Tuesday, February 03, 2009

Geography Activity

Today Sandy was away for the morning so I covered a play ball with paper. The kids painted continents on pieces of paper. I painted the ball light blue. When the continents dried we glued to them to the ball. We learned that if the continents were crumpled first, they fit on the ball much better and looked much more realistic! We hung it from dental floss attached with a hot glue gun. Hung up in the dark bathroom and illuminated with a flashlight, it's a good way to illustrate continents and oceans.



It would be easy to make snowy areas with glue and sprinkles, put in lakes and rivers with markers, and start adding cities. Advanced activities would include:

* Drawing maps of each continent.
* Naming countries and cities.
* Measuring distances.
* Imagining populations.
* Adding islands.
* Studying moons (we made two).



video

Sunday, January 04, 2009

My Kids Made the Paper

It's always nice to see something positive about homeschoolers in your local newspaper; it's even more fun to see that those homeschoolers are your own children.

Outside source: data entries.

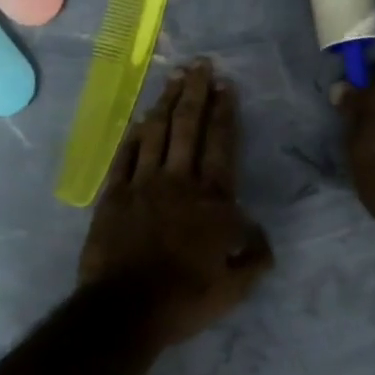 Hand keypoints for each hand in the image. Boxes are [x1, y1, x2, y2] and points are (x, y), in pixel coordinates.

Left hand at [79, 59, 272, 345]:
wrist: (126, 310)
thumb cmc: (186, 297)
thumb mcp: (235, 286)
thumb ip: (254, 255)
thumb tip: (260, 233)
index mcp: (211, 199)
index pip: (221, 144)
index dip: (224, 112)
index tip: (225, 85)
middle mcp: (178, 181)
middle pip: (188, 127)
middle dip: (195, 92)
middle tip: (199, 64)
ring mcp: (142, 184)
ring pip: (156, 133)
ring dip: (165, 103)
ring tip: (173, 78)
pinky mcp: (114, 194)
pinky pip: (124, 156)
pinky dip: (132, 135)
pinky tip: (138, 120) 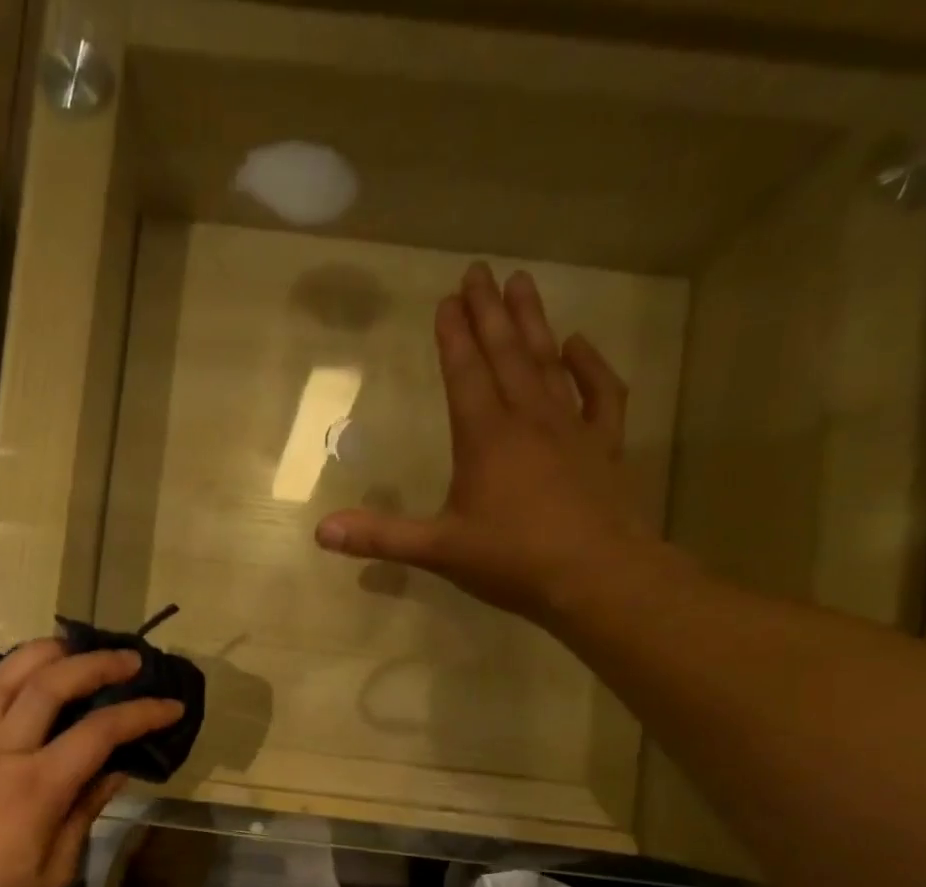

From The January 3, 2009 edition of the Rochester Post-Bulletin:

(click to enlarge)







Thursday, September 11, 2008

Our New Co-Op









Our inaugural session of Med-City Homeschoolers went off without a hitch. The other parents were fairly helpful, we started and ended on time, and the kids had big smiles on their faces when the day was done.

Although there were a tad more kids than we anticipated (do you know how hard it is to teach 14 preschoolers to share musical instruments???), I think it will be alright. The kids were all really nice to one another, and other than a tear shed here and there by a child who missed mom suddenly, everyone got along really well.

Today, we sang Pa's version of Yankee Doodle, talked about the author and illustrator and where the Ingalls family lived, and made our own butter.

It was a good day, and I can't wait for next week.

Thursday, April 10, 2008

TED Talk on the Educational System Killing Creativity

I watch a lot of TED videos and this one on creativity and education is excellent. Not so much a criticism of education perhaps as a criticism of people in general. I think that most homeschooling parents have in them, too, the sense that there are more important areas of intelligence, Math and Science and so forth, and it's simply not true. The trick is to not kill the creativity that is inately there and replace it with our own vision of educational importance.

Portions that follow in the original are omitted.